[Excerpted records — start]
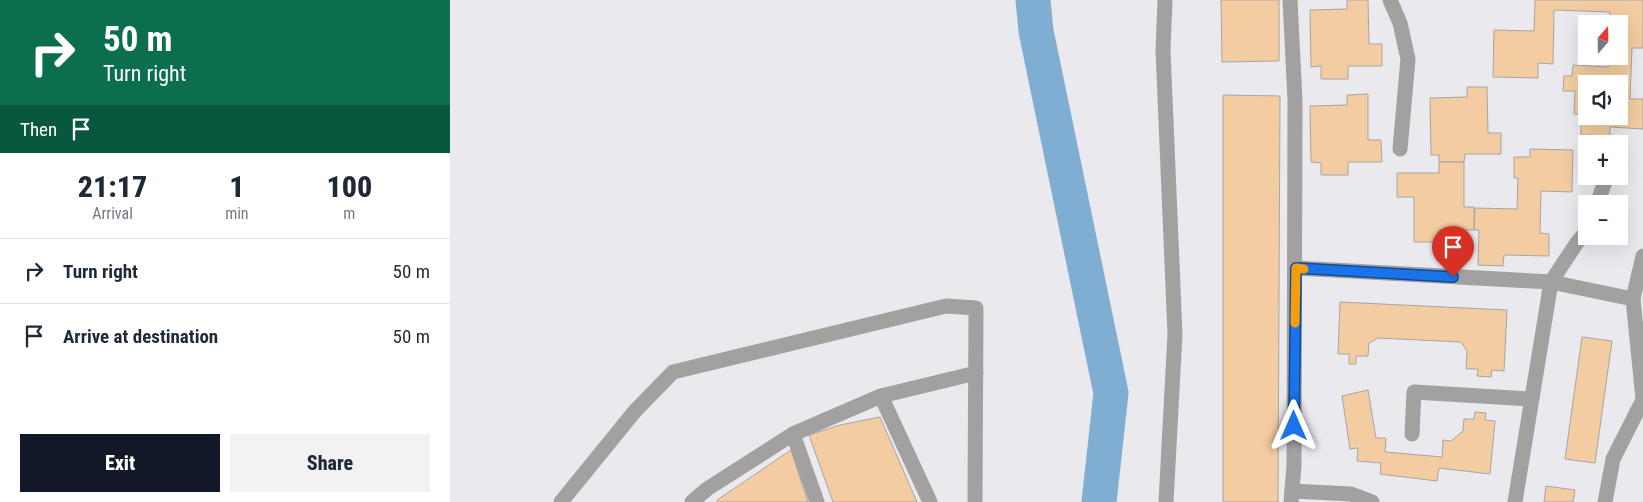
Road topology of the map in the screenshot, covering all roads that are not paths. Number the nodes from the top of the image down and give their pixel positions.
1 (1165, 0) edge
2 (1290, 0) edge
3 (1390, 0) edge
4 (1400, 149) dead end
5 (1578, 242) edge
6 (1643, 256) edge
7 (1296, 268) junction
8 (1551, 282) junction
9 (1633, 299) junction
10 (976, 373) junction
11 (881, 396) junction
12 (1532, 399) junction
13 (1643, 400) edge
14 (792, 434) junction
15 (1412, 434) dead end
16 (709, 495) edge
17 (1292, 497) edge
18 (562, 502) edge
19 (692, 502) edge
20 (817, 502) edge
21 (930, 502) edge
22 (975, 502) edge
23 (1166, 502) edge
24 (1372, 502) edge
25 (1515, 502) edge
26 (1605, 502) edge

1 - 23 street
2 - 7 street
3 - 4 street
5 - 8 street
6 - 9 street
7 - 8 street
7 - 17 street
8 - 9 street
8 - 12 street
9 - 13 street
10 - 11 street
10 - 18 street
10 - 22 street
11 - 14 street
11 - 21 street
12 - 15 street
12 - 25 street
13 - 26 street
14 - 16 street
14 - 20 street
16 - 19 street
17 - 24 street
[Excerpted records — finish]
# [The problem]
Please report every line of the listing that contains the string "junction".

# [Output]
7 (1296, 268) junction
8 (1551, 282) junction
9 (1633, 299) junction
10 (976, 373) junction
11 (881, 396) junction
12 (1532, 399) junction
14 (792, 434) junction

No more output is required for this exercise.